_PROBLEM STATEMENT_
Transcribe the listing verbatim. Do not carry over any pictures.
** Opening RECORDED INFORMATION block **
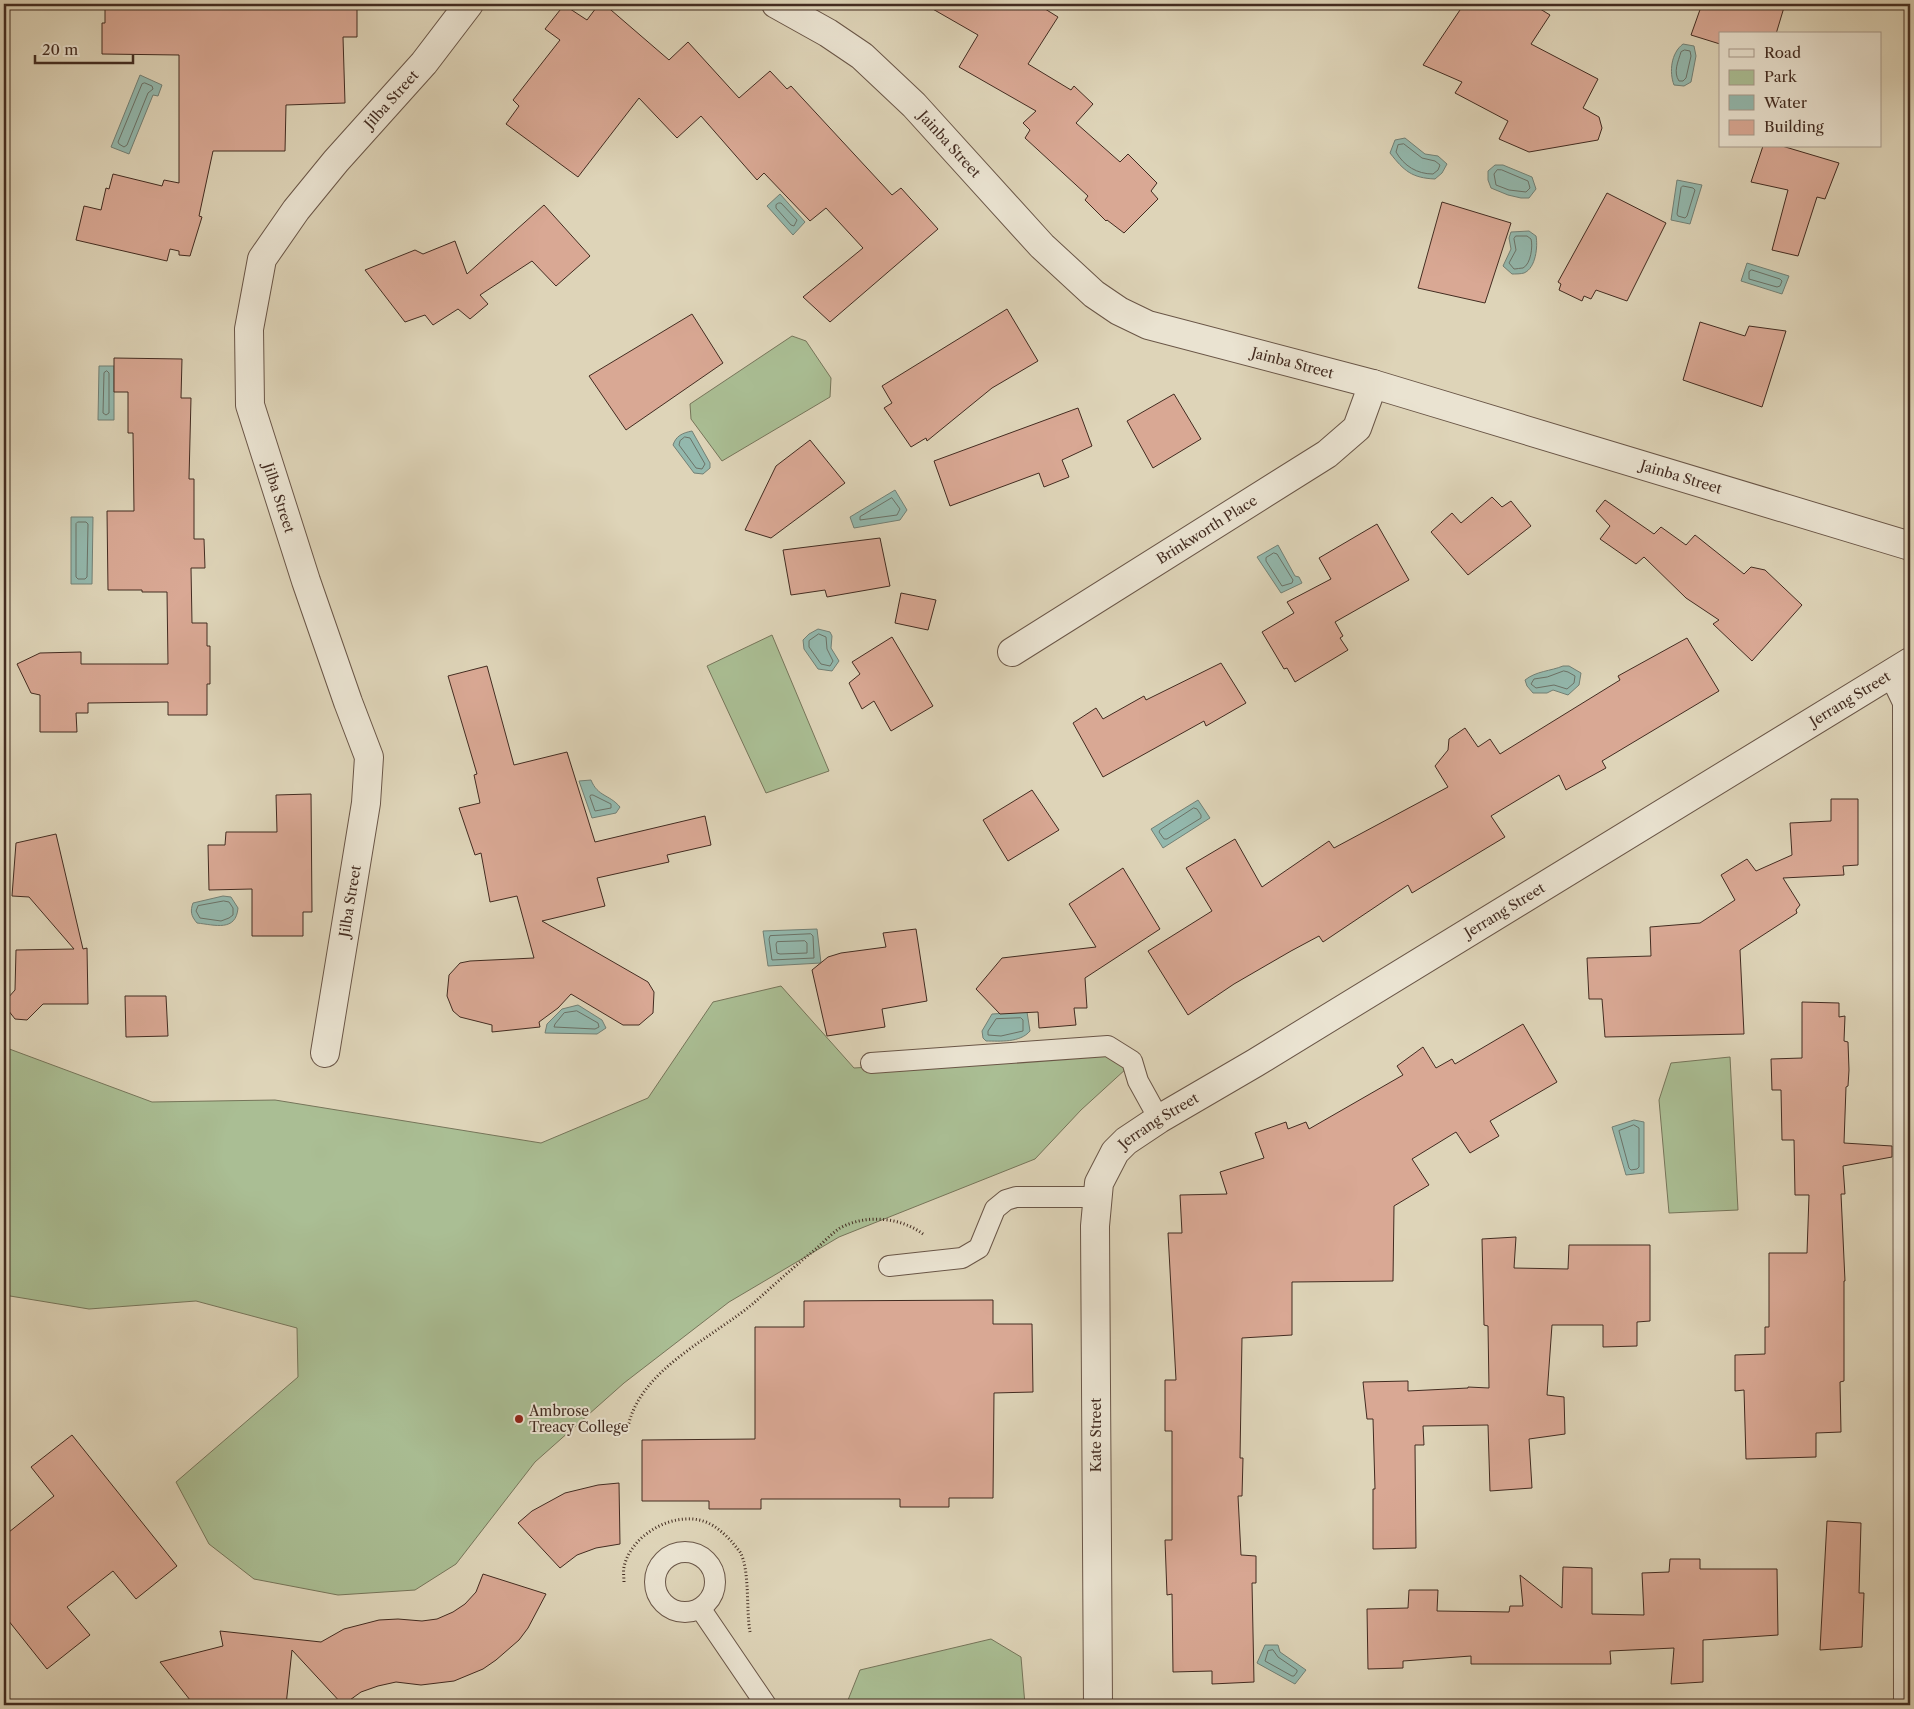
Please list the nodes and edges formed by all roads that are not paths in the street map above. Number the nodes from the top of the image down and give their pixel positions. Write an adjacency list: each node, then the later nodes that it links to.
1 (469, 4): 7 (street, Jilba Street)
2 (776, 4): 3 (street, Jainba Street)
3 (1373, 384): 4 (street, Jainba Street); 5 (street, Brinkworth Place)
4 (1910, 546)
5 (1012, 652)
6 (1901, 667): 9 (street, Jerrang Street); 16 (street)
7 (325, 1053)
8 (871, 1063): 9 (lane)
9 (1159, 1119): 10 (street, Jerrang Street)
10 (1107, 1167): 11 (street, Kate Street)
11 (1097, 1197): 12 (lane); 15 (street, Kate Street)
12 (889, 1266)
13 (700, 1608): 14 (lane)
14 (766, 1705)
15 (1098, 1705)
16 (1908, 1705)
** Closing RECORDED INFORMATION block **
_REPLY_
Please list the nodes and edges formed by all roads that are not paths in the street map above. Number the nodes from the top of the image down and give their pixel positions. Write an adjacency list: each node, then the later nodes that it links to.
1 (469, 4): 7 (street, Jilba Street)
2 (776, 4): 3 (street, Jainba Street)
3 (1373, 384): 4 (street, Jainba Street); 5 (street, Brinkworth Place)
4 (1910, 546)
5 (1012, 652)
6 (1901, 667): 9 (street, Jerrang Street); 16 (street)
7 (325, 1053)
8 (871, 1063): 9 (lane)
9 (1159, 1119): 10 (street, Jerrang Street)
10 (1107, 1167): 11 (street, Kate Street)
11 (1097, 1197): 12 (lane); 15 (street, Kate Street)
12 (889, 1266)
13 (700, 1608): 14 (lane)
14 (766, 1705)
15 (1098, 1705)
16 (1908, 1705)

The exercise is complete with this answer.